Даю стирать белье. Пью чай беспрерывно и потею зверски, и всматриваюсь в Хастов внимательно, пристально. Ночь на диване. В первый раз со дня выезда разделся. Закрывают все ставни, горит электричество, духота страшная, там спит масса людей, рассказы о грабежах буденновцев, трепет и ужас, за окном фыркают лошади, по Школьной улице обозы, дочь.
ПРОПУЩЕНА (УТЕРЯНА) В ДНЕВНИКЕ 21 СТРАНИЦА
Белев, 11.7.20
Ночевал с солдатами штабного эскадрона, на сене. Спал плохо, думаю о рукописях. Тоска, упадок энергии, знаю, что превозмогу, когда это будет? Думаю о Хастах, гниды, вспоминаю все и эти вонючие души, и бараньи глаза, и высокие скрипучие неожиданные голоса, и улыбающийся отец. Главное — улыбка и он вспыльчивый, и много тайн, смердящих воспоминаний о скандалах. Огромная фигура — мать, она зла, труслива, обжорлива, отвратительна, остановившийся, ожидающий взор. Гнусная и подробная ложь дочери, смеющиеся глаза сына из-под очков.
Слоняюсь по селу. Еду в Клевань, местечко взято вчера 3-й кавбригадой 6-й дивизии. Наши разъезды появились на линии, шоссе Ровно — Луцк, Луцк эвакуируется.
8-12-го тяжелые бои, убит Дундич, убит Шадилов, командир 36-го полка, пало много лошадей, завтра будем знать точно.
Приказы Буденного об отобрании у нас Ровно, о неимоверной усталости частей, о том, что яростные атаки наших бригад не дают прежних результатов, беспрерывные бои с 27 мая, если не дадут передышки — армия сделается небоеспособной.
Не рано ли издавать такой приказ?

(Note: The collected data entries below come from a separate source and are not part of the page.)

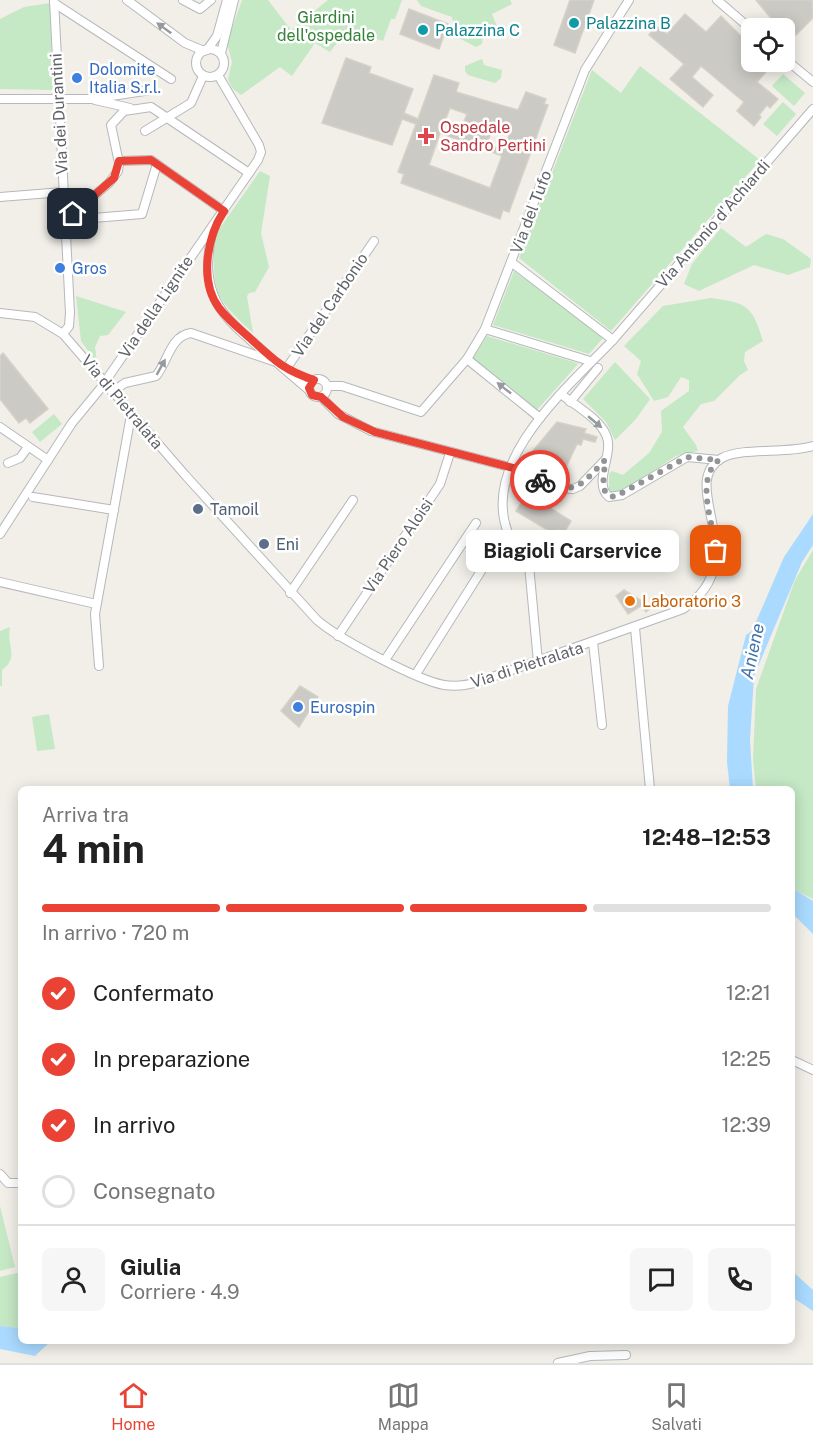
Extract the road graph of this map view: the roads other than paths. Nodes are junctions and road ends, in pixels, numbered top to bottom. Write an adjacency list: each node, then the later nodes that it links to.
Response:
1 (127, 0): 10 (street, one-way to 1)
2 (183, 0): 3 (street)
3 (211, 0)
4 (226, 0): 10 (street)
5 (234, 0): 11 (street)
6 (629, 0): 36 (street, Via del Tufo)
7 (717, 0): 9 (street)
8 (54, 1): 15 (street); 19 (street, Via dei Durantini)
9 (741, 21)
10 (205, 50): 11 (street); 14 (street)
11 (221, 53): 13 (street)
12 (795, 67): 16 (street)
13 (218, 75): 14 (street); 27 (street, Via della Lignite)
14 (203, 76): 23 (street)
15 (171, 79)
16 (813, 82)
17 (151, 90): 20 (street)
18 (0, 99): 19 (street)
19 (58, 99): 20 (street); 28 (street, Via dei Durantini)
20 (92, 99): 21 (street)
21 (131, 108): 23 (street); 25 (street)
22 (813, 109): 40 (street, Via Antonio d'Achiardi)
23 (167, 118): 24 (street); 27 (street)
24 (145, 132)
25 (119, 161): 26 (street); 31 (street)
26 (157, 164): 30 (street); 31 (street)
27 (249, 173): 30 (street, Via della Lignite)
28 (63, 192): 29 (street); 31 (street, Via dei Durantini)
29 (0, 197)
30 (224, 211): 32 (street, Via della Lignite)
31 (68, 220): 39 (street, Via dei Durantini)
32 (216, 223): 34 (street, Via della Lignite); 35 (street)
33 (374, 241): 45 (street, Via del Carbonio)
34 (201, 242): 35 (street); 47 (street, Via della Lignite)
35 (209, 247): 43 (street)
36 (511, 262): 38 (street, Via del Tufo); 40 (street)
37 (0, 312): 39 (street, Via di Pietralata)
38 (485, 329): 41 (street, Via del Tufo); 42 (street)
39 (63, 334): 47 (street, Via di Pietralata)
40 (613, 340): 42 (street, Via Antonio d'Achiardi)
41 (467, 359): 48 (street, Via del Tufo); 55 (street, one-way to 41)
42 (590, 361): 51 (street, Via Antonio d'Achiardi)
43 (276, 362): 45 (street); 50 (street, one-way to 43)
44 (598, 368): 53 (street)
45 (287, 370): 46 (street); 49 (street)
46 (314, 380): 48 (street); 49 (street)
47 (104, 382): 50 (street, Via di Pietralata); 60 (street, Via della Lignite)
48 (327, 386): 52 (street)
49 (310, 391): 52 (street)
50 (112, 392): 54 (street, Via di Pietralata)
51 (561, 394): 53 (street); 55 (street, Via Antonio d'Achiardi)
52 (321, 397): 59 (street)
53 (570, 402): 61 (street, one-way to 61)
54 (131, 415): 67 (street); 73 (street, Via di Pietralata)
55 (540, 418): 64 (street, Via Antonio d'Achiardi)
56 (0, 427): 58 (street)
57 (813, 446): 62 (street)
58 (28, 447): 60 (street); 63 (street)
59 (450, 453): 64 (street); 76 (street, Via Piero Aloisi)
60 (48, 460): 69 (street, Via della Lignite)
61 (605, 460): 62 (street); 64 (street)
62 (719, 460): 75 (street, Via di Pietralata)
63 (8, 463)
64 (510, 469): 81 (street, Via Antonio d'Achiardi)
65 (33, 497): 67 (street)
66 (353, 500): 73 (street)
67 (114, 510): 74 (street)
68 (476, 523): 78 (street)
69 (0, 534)
70 (529, 565): 79 (street)
71 (0, 575): 72 (street)
72 (3, 583): 74 (street)
73 (290, 593): 76 (street, Via di Pietralata)
74 (96, 604): 80 (street)
75 (635, 628): 77 (street, Via di Pietralata); 83 (street)
76 (338, 636): 78 (street, Via di Pietralata)
77 (593, 642): 79 (street, Via di Pietralata); 82 (street)
78 (385, 660): 81 (street, Via di Pietralata)
79 (538, 662): 81 (street, Via di Pietralata)
80 (99, 666)
81 (416, 674)
82 (602, 725)
83 (650, 786)
84 (795, 1061): 85 (street)
85 (813, 1070)
86 (0, 1174): 87 (street)
87 (18, 1183)
88 (626, 1355): 89 (street)
89 (558, 1363)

Разумно, будят тыл — Клевань. Похороны 6 или 7 красноармейцев. Поехал за тачанкой. Похоронный марш, на обратном пути с кладбища — походный бравурный марш, процессии не видно. Столяр — бородатый еврей — бегает по местечку, он сколачивает гробы.
Главная улица — тоже Schosowa.
Моя первая реквизиция — записная книга. Со мной ходит служка Менаше. Обедаю у Мудоша, старая песня, еврея разграблены, недоумение, ждали советскую власть как избавителей, вдруг крики, нагайки, жиды. Меня обступил целый круг, я им рассказываю о ноте Вильсону, об армиях труда, еврейчики слушают, хитрые и сочувственные улыбки, еврей в белых штанах лечился в сосновом лесу, хочет домой. Евреи сидят на завалинках, девицы и старики, мертво, знойно, пыльно, крестьянин (Парфентий Мельник, тот самый, что служил на военной службе в Елисаветполе) жалуется, что лошадь распухла от молока, забрали от жеребенка, тоска, рукописи, рукописи, вот что туманит душу.
Полковник Горов выбран населением, — войт — 60 лет, дореформенная благородная крыса. Говорим об армии, о Брусилове, если Брусилов пошел, чего же нам думать. Седые усы, шамкает, бывший человек, курит самодельный табак, живет в управлении, старика жалко.